Fellowships of Dancers Create Cusco
Flutes chatter and drums beat. You can’t visit Cusco without hearing this sound. The different melodies and beats–as well as different instruments, at times lead us into a key form of society that organizes the Imperial City and its region. The music has great meaning.
As the music plays, you will see a group of people gathered around the musicians, maybe in costume and maybe not. Often they are passing drinks or food among themselves. When the time is right, they take on a formation and dance. Their costumes and dance suggest bits of Cusco’s narrative or key memories.
Pulsing with energy and rhythm, they dance in the streets of the city and in its plazas.
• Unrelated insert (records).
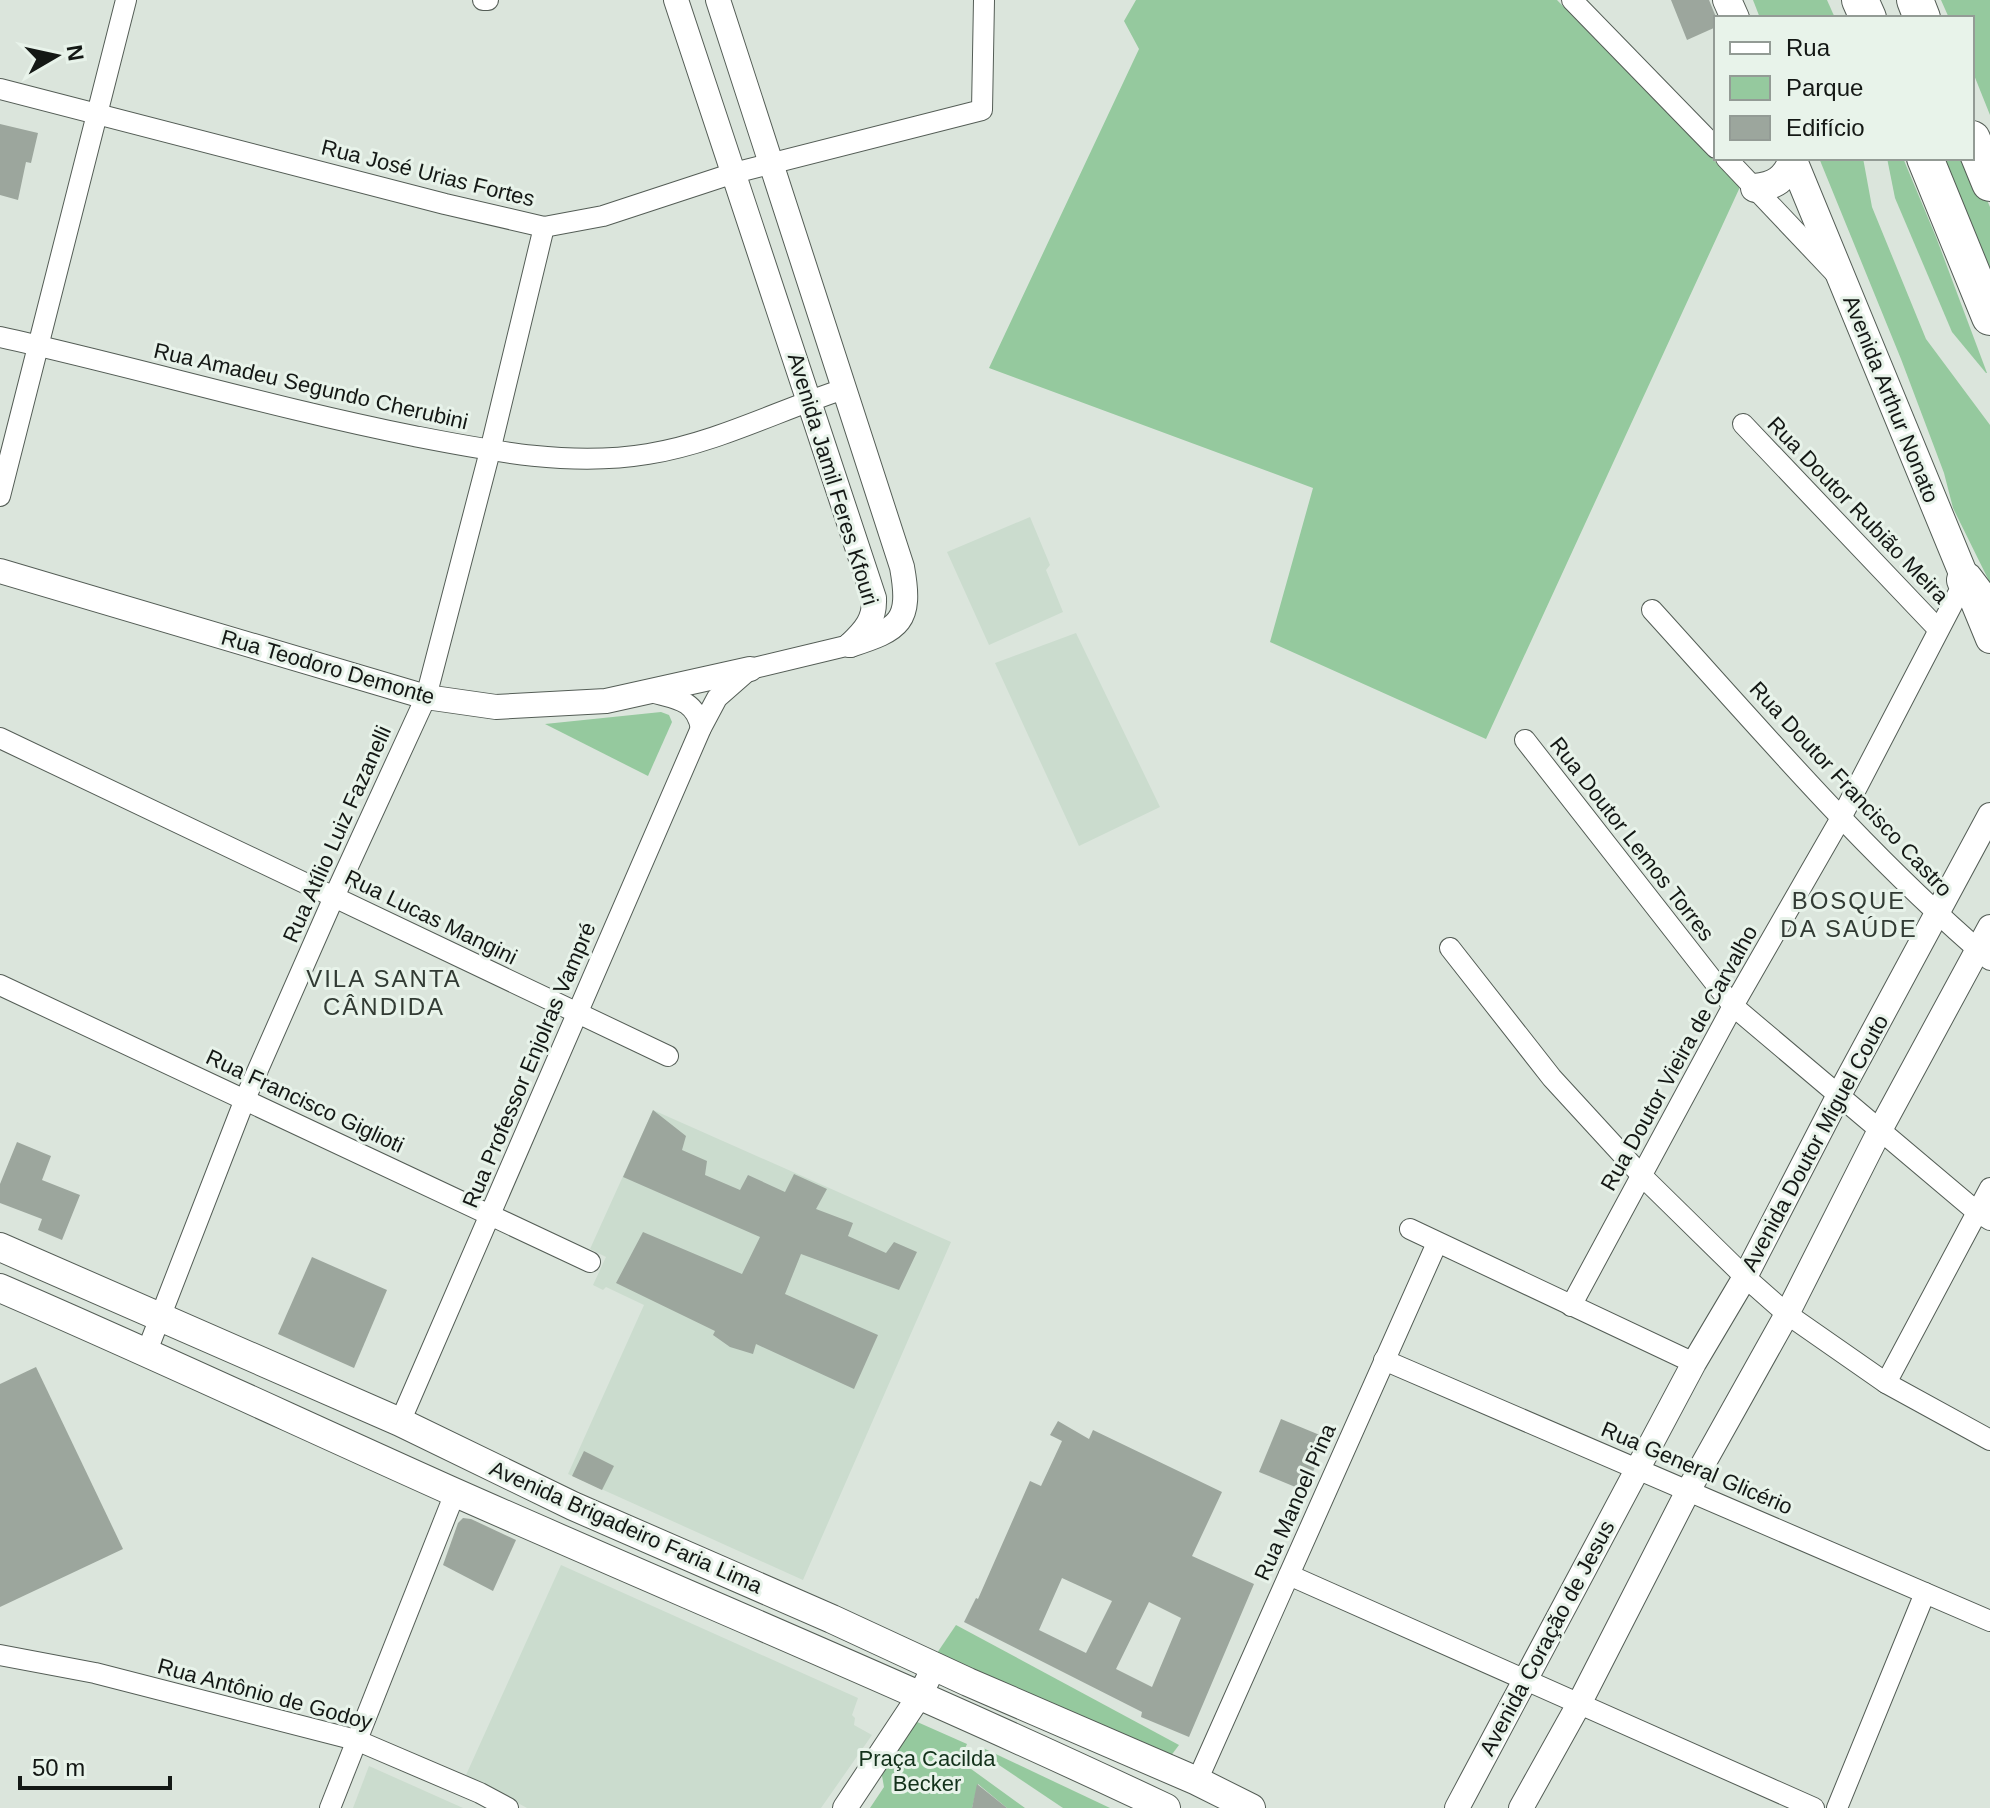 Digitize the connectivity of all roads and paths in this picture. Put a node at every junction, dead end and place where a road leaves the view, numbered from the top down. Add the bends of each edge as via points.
1 (126, 0) edge
2 (676, 0) edge
3 (718, 0) edge
4 (984, 0) edge
5 (1572, 0) edge
6 (0, 89) edge
7 (98, 112) junction
8 (1974, 144) edge
9 (1714, 146) edge
10 (1728, 160) edge
11 (1792, 160) edge
12 (1792, 160) edge
13 (1926, 160) edge
14 (771, 163) junction
15 (734, 173) junction
16 (1990, 183) edge
17 (1755, 188) junction
18 (544, 227) junction
19 (1842, 280) junction
20 (1990, 317) edge
21 (0, 337) edge
22 (38, 346) junction
23 (844, 389) junction
24 (809, 400) junction
25 (1743, 424) dead end
26 (490, 451) junction
27 (0, 496) edge
28 (0, 571) edge
29 (1965, 580) junction
30 (1652, 610) dead end
31 (1990, 613) edge
32 (1938, 629) junction
33 (1990, 639) edge
34 (850, 645) junction
35 (750, 669) junction
36 (651, 692) junction
37 (426, 697) junction
38 (701, 728) junction
39 (0, 738) edge
40 (1525, 740) dead end
41 (1990, 815) edge
42 (1841, 818) junction
43 (334, 897) junction
44 (1936, 914) junction
45 (1990, 927) edge
46 (1450, 948) dead end
47 (1984, 954) edge
48 (0, 985) edge
49 (1733, 1006) junction
50 (577, 1014) junction
51 (668, 1056) dead end
52 (1839, 1095) junction
53 (245, 1099) junction
54 (1880, 1130) junction
55 (1642, 1176) junction
56 (1990, 1188) edge
57 (491, 1213) junction
58 (1983, 1216) edge
59 (1410, 1229) dead end
60 (1437, 1243) junction
61 (0, 1247) edge
62 (590, 1262) dead end
63 (1745, 1277) junction
64 (0, 1288) edge
65 (1571, 1306) junction
66 (1787, 1314) junction
67 (160, 1315) junction
68 (147, 1351) junction
69 (1384, 1360) junction
70 (1694, 1363) junction
71 (1886, 1383) junction
72 (400, 1422) junction
73 (1990, 1440) edge
74 (384, 1459) junction
75 (1638, 1469) junction
76 (1688, 1491) junction
77 (455, 1493) junction
78 (1289, 1575) junction
79 (1925, 1593) junction
80 (1990, 1621) edge
81 (0, 1655) edge
82 (934, 1667) junction
83 (1524, 1679) junction
84 (920, 1695) junction
85 (1579, 1704) junction
86 (356, 1740) junction
87 (1197, 1781) junction
88 (1247, 1807) edge
89 (330, 1808) edge
90 (508, 1808) edge
91 (845, 1808) edge
92 (1166, 1808) edge
93 (1457, 1808) edge
94 (1521, 1808) edge
95 (1814, 1808) edge
96 (1837, 1808) edge

1 - 7 street
2 - 15 street, Avenida Jamil Feres Kfouri
3 - 14 street, Avenida Jamil Feres Kfouri
4 - 14 street, Rua José Urias Fortes via 982,110
5 - 9 street
6 - 7 street, Rua José Urias Fortes
7 - 18 street, Rua José Urias Fortes
7 - 22 street
8 - 16 highway
10 - 17 street
11 - 17 main road via 1779,181
12 - 19 main road, Avenida Arthur Nonato
13 - 20 highway
14 - 15 street, Rua José Urias Fortes
14 - 23 street, Avenida Jamil Feres Kfouri
15 - 18 street, Rua José Urias Fortes via 603,216
15 - 24 street, Avenida Jamil Feres Kfouri
17 - 19 street
18 - 26 street, Rua Atílio Luiz Fazanelli
19 - 29 main road, Avenida Arthur Nonato
21 - 22 street, Rua Amadeu Segundo Cherubini
22 - 26 street, Rua Amadeu Segundo Cherubini via 330,419
22 - 27 street
23 - 24 street, Rua Amadeu Segundo Cherubini
23 - 34 street, Avenida Jamil Feres Kfouri via 906,589 904,614 896,625
24 - 26 street, Rua Amadeu Segundo Cherubini via 703,441 649,454 590,461
24 - 34 street, Avenida Jamil Feres Kfouri via 874,598 875,615
25 - 32 street, Rua Doutor Rubião Meira
26 - 37 street, Rua Atílio Luiz Fazanelli
28 - 37 street, Rua Teodoro Demonte
29 - 31 highway
29 - 32 street, Rua Doutor Vieira de Carvalho
29 - 33 main road, Avenida Arthur Nonato
30 - 42 street, Rua Doutor Francisco Castro
32 - 42 street, Rua Doutor Vieira de Carvalho
34 - 35 street, Rua Teodoro Demonte
35 - 36 street, Rua Teodoro Demonte
35 - 38 street, Rua Professor Enjolras Vampré via 717,698
36 - 37 street, Rua Teodoro Demonte via 606,701 496,707
36 - 38 street via 686,702 698,713
37 - 43 street, Rua Atílio Luiz Fazanelli
38 - 50 street, Rua Professor Enjolras Vampré
39 - 43 street, Rua Lucas Mangini
40 - 49 street, Rua Doutor Lemos Torres
41 - 44 street, Avenida Doutor Miguel Couto
42 - 44 street, Rua Doutor Francisco Castro
42 - 49 street, Rua Doutor Vieira de Carvalho
43 - 50 street, Rua Lucas Mangini
43 - 53 street, Rua Atílio Luiz Fazanelli
44 - 47 street, Rua Doutor Francisco Castro
44 - 52 street, Avenida Doutor Miguel Couto
45 - 47 street
46 - 55 street via 1552,1078
47 - 54 street
48 - 53 street, Rua Francisco Giglioti
49 - 52 street, Rua Doutor Lemos Torres
49 - 55 street, Rua Doutor Vieira de Carvalho
50 - 51 street, Rua Lucas Mangini
50 - 57 street, Rua Professor Enjolras Vampré
52 - 54 street, Rua Doutor Lemos Torres
52 - 63 street, Avenida Doutor Miguel Couto
53 - 57 street, Rua Francisco Giglioti
53 - 67 street, Rua Atílio Luiz Fazanelli
54 - 58 street, Rua Doutor Lemos Torres
54 - 66 street
55 - 63 street
55 - 65 street, Rua Doutor Vieira de Carvalho
56 - 58 street
57 - 62 street, Rua Francisco Giglioti
57 - 72 street, Rua Professor Enjolras Vampré
58 - 71 street
59 - 60 street
60 - 65 street
60 - 69 street, Rua Manoel Pina
61 - 67 main road, Avenida Brigadeiro Faria Lima
63 - 66 street
63 - 70 street, Avenida Doutor Miguel Couto
64 - 68 main road, Avenida Brigadeiro Faria Lima
65 - 70 street
66 - 71 street
66 - 76 street
67 - 68 street, Rua Atílio Luiz Fazanelli
67 - 72 main road, Avenida Brigadeiro Faria Lima
68 - 74 main road, Avenida Brigadeiro Faria Lima
69 - 75 street, Rua General Glicério
69 - 78 street, Rua Manoel Pina
70 - 75 street, Avenida Doutor Miguel Couto
71 - 73 street
72 - 74 main road
72 - 82 main road, Avenida Brigadeiro Faria Lima via 573,1506
74 - 77 main road, Avenida Brigadeiro Faria Lima
75 - 76 street, Rua General Glicério
75 - 83 street, Avenida Coração de Jesus
76 - 79 street, Rua General Glicério
76 - 85 street
77 - 84 main road, Avenida Brigadeiro Faria Lima
77 - 86 street
78 - 83 street
78 - 87 street, Rua Manoel Pina
79 - 80 street, Rua General Glicério
79 - 96 street
81 - 86 street, Rua Antônio de Godoy via 95,1673
82 - 84 street
82 - 87 main road, Avenida Brigadeiro Faria Lima
83 - 85 street
83 - 93 street, Avenida Coração de Jesus
84 - 91 street
84 - 92 main road, Avenida Brigadeiro Faria Lima
85 - 94 street
85 - 95 street
86 - 89 street
86 - 90 street, Rua Antônio de Godoy
87 - 88 main road, Avenida Brigadeiro Faria Lima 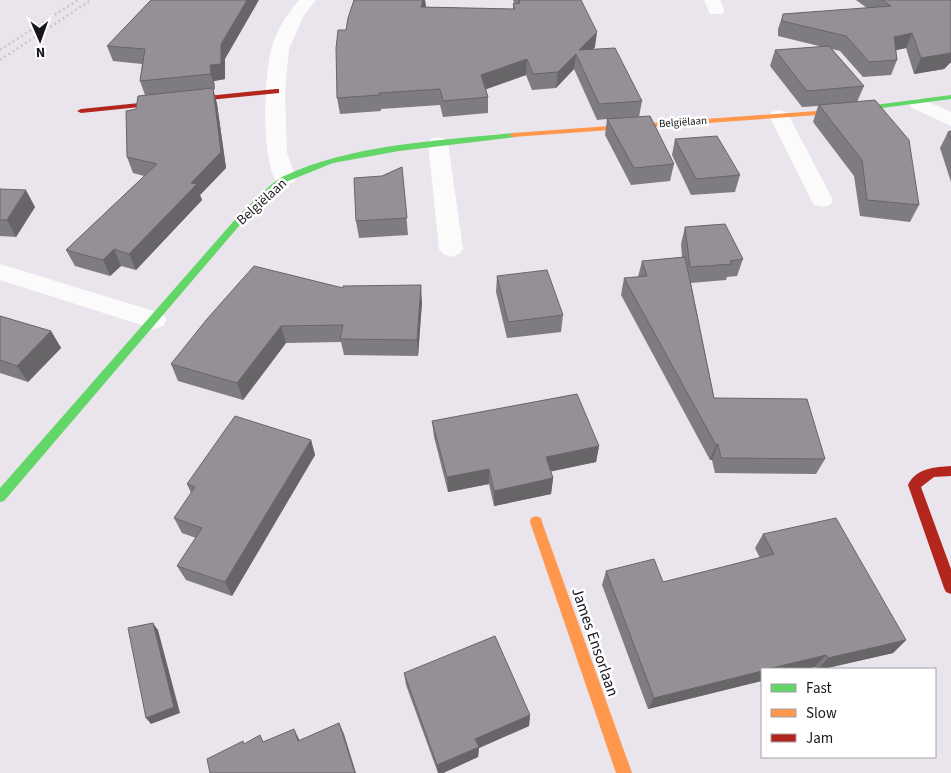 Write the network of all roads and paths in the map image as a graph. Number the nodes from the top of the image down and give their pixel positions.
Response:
1 (308, 0) edge
2 (276, 91) junction
3 (951, 98) edge
4 (919, 104) junction
5 (81, 111) dead end
6 (779, 116) junction
7 (951, 120) edge
8 (438, 143) junction
9 (285, 178) junction
10 (822, 200) dead end
11 (451, 249) dead end
12 (0, 272) edge
13 (154, 320) junction
14 (951, 471) edge
15 (0, 497) edge
16 (536, 522) dead end
17 (951, 588) edge
18 (624, 773) edge

1 - 2 street
2 - 5 street
2 - 9 street
3 - 4 street, Belgiëlaan
4 - 6 street, Belgiëlaan
4 - 7 street
6 - 8 street, Belgiëlaan
6 - 10 street
8 - 9 street, Belgiëlaan
8 - 11 street
9 - 13 street, Belgiëlaan
12 - 13 street
13 - 15 street, Belgiëlaan
14 - 17 street
16 - 18 street, James Ensorlaan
Often you will see automobile traffic slowed down or rerouted because the troupes of dancers, musicians, custodians and bearers of sacred images and banners, and assistants take the streets and process and dance.
Each of these troupes is a social group with members and it has a name. Places can be distinguished by what organizes them. Where I live in the United States, people take membership and value from being part of workplaces, churches, or various interest groups although relationship between individuals and a performance or a style is key. It is how people distinguish themselves on from another and often find friends and place.
In the town of Paucartambo, you can see the power of these essential groups in action. The town fills first with one dance troupe presenting one visual and sonoral reality in motion before the next comes in, sometimes dancing in a different direction. You see the place as a tapestry of sound, movement, and costumes in which moral theaters and history are staged.
Yet it is the people, the groups, that make the fiesta vibrant and the region of Cusco come together with an economy and passion.
When people are not on stage dancing or processing through the town, the groups gather in homes rented for the occasion or owned by a member, family, or friends where they sleep and they eat. At mealtimes, everyone gathers as dishes are served to them. While eating, they have ceremonies with speeches and humor, recognition, and organization. The doors to the house are open and anyone can enter to sit down and be fed by the group and the people who sponsor the feast with in it.
Some of the members of the groups may be from Paucartambo, but most come from Cusco or even Arequipa, Lima, and farther away, including from other countries. Belonging to the group, celebrating its name and sacred objects including devotion to the Virgen of Carmen, in this case, and other holy figures give it a focused and conscious purpose. But the group comes together and socializes even away from Paucartambo. Throughout the year they have activities making them a demanding and yet vital group people count on.
Cusco is made up of these groups, call them brotherhoods (including the sisters—I.e people in couples), comparsas, or something else. They provide the fellowship and ties that join families to society and make even the banks and government offices function as the people in these latter have ties of fellowship and celebration, as well as a common learned culture of ritual, music, and dance, that stretch throughout society, in the city, the region, and outward.
Paucartambo is an amazing event, but these fellowships become visible there. They are what make Cusco, Cusco. They give it vigor and delight.